Your instructions:
Find how many lines below hold "دمشق", and give that number as the entire answer.

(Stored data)
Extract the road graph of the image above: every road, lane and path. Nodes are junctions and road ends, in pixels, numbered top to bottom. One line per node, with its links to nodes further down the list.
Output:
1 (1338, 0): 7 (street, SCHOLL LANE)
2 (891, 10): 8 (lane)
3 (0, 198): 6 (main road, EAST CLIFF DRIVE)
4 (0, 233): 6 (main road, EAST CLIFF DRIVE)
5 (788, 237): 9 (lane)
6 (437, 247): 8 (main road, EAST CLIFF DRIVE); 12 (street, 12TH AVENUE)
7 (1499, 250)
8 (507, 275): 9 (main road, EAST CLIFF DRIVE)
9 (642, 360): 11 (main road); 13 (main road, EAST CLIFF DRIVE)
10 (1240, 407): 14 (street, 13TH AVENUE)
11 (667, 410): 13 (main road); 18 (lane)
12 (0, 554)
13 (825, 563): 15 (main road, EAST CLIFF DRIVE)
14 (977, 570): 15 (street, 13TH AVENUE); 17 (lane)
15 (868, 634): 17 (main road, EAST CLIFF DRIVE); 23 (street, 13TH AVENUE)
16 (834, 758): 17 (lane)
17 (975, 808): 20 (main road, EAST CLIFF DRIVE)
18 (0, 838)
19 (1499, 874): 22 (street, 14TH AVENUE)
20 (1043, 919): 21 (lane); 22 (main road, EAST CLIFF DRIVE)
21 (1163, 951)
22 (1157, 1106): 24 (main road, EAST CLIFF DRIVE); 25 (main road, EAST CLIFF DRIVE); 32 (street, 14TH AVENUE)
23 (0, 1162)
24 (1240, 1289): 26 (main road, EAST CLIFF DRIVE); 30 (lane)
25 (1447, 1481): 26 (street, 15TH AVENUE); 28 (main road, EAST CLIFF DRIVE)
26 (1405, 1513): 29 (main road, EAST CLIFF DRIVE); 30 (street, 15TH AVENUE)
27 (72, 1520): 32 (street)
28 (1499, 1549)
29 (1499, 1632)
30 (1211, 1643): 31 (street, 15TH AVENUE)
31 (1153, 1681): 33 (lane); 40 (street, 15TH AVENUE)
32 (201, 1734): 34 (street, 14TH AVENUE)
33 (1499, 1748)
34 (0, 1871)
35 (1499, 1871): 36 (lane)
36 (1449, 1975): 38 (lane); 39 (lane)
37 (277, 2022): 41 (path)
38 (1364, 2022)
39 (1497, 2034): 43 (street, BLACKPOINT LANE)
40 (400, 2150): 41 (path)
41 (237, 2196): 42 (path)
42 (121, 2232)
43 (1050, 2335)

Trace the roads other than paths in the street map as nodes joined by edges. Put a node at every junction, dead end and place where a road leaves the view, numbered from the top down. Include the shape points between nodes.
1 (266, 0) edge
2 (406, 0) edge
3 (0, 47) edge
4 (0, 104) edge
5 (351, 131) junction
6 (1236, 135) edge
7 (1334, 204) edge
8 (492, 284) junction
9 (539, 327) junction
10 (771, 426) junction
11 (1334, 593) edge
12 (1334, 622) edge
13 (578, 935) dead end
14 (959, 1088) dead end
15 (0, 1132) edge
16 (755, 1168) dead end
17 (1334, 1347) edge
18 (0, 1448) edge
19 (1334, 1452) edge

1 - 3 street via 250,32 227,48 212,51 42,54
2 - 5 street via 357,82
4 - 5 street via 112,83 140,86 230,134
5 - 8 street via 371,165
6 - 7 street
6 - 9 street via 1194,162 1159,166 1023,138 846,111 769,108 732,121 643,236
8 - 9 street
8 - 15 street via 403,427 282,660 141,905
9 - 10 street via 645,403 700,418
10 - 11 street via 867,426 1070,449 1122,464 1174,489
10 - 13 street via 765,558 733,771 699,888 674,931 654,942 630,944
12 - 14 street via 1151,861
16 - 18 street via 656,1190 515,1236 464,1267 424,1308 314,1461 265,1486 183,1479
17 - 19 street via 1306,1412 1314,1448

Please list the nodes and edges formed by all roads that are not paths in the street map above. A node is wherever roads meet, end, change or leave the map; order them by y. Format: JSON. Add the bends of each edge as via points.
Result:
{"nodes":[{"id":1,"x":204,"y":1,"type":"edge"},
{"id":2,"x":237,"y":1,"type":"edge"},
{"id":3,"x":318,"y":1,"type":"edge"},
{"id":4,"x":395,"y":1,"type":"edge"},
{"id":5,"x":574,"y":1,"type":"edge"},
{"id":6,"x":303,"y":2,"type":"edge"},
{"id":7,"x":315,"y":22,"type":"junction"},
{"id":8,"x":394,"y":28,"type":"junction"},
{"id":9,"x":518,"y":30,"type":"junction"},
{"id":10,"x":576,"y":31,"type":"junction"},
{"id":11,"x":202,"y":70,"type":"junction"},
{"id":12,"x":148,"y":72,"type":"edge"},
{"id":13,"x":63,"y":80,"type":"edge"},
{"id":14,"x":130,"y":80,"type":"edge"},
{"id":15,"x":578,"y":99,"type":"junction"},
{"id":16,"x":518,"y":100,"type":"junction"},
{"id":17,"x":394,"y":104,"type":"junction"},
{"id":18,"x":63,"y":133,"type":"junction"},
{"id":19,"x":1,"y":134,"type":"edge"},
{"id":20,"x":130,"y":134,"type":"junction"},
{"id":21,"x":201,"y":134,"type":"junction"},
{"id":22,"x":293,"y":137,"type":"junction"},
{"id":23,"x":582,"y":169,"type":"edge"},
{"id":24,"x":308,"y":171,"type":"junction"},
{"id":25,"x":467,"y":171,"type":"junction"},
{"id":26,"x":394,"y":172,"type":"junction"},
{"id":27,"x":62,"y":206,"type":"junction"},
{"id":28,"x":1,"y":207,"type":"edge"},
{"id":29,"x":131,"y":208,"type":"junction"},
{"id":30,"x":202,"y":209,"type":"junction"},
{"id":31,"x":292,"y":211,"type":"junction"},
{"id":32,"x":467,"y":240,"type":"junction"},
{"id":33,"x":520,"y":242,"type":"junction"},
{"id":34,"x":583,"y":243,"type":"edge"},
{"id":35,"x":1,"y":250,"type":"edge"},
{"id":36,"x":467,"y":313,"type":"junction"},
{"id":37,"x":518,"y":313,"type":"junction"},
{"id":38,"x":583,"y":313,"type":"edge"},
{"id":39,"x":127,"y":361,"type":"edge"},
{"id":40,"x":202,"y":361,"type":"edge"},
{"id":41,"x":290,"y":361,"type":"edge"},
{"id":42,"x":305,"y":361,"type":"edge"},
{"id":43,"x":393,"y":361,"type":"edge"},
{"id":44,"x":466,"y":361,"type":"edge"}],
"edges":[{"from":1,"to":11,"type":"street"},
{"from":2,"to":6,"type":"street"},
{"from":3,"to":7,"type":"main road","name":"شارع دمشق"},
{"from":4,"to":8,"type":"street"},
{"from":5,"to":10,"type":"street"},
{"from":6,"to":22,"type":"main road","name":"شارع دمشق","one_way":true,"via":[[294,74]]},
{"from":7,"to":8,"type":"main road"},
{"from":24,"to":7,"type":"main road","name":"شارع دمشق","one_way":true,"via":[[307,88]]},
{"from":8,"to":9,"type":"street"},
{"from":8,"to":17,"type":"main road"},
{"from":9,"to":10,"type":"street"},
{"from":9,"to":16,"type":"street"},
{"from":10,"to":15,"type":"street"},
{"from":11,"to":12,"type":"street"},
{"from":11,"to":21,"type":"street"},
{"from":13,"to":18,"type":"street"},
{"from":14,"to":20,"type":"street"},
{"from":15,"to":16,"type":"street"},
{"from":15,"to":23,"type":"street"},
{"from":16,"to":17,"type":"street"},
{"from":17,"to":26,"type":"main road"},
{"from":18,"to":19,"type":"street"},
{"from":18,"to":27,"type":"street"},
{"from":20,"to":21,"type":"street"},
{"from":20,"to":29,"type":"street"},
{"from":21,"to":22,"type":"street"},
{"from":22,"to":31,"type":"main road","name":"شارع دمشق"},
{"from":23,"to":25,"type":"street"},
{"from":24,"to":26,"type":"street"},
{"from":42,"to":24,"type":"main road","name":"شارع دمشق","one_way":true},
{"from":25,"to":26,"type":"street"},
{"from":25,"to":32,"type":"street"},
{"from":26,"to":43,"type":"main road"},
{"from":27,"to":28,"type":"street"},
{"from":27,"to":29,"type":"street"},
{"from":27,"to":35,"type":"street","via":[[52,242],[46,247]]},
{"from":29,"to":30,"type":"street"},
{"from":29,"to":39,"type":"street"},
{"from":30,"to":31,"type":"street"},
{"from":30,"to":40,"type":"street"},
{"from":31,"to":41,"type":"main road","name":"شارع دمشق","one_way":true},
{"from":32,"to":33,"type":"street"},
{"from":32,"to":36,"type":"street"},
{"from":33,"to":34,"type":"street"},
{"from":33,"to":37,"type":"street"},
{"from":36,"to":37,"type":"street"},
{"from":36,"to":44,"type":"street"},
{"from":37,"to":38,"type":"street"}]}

Solved exercise:
6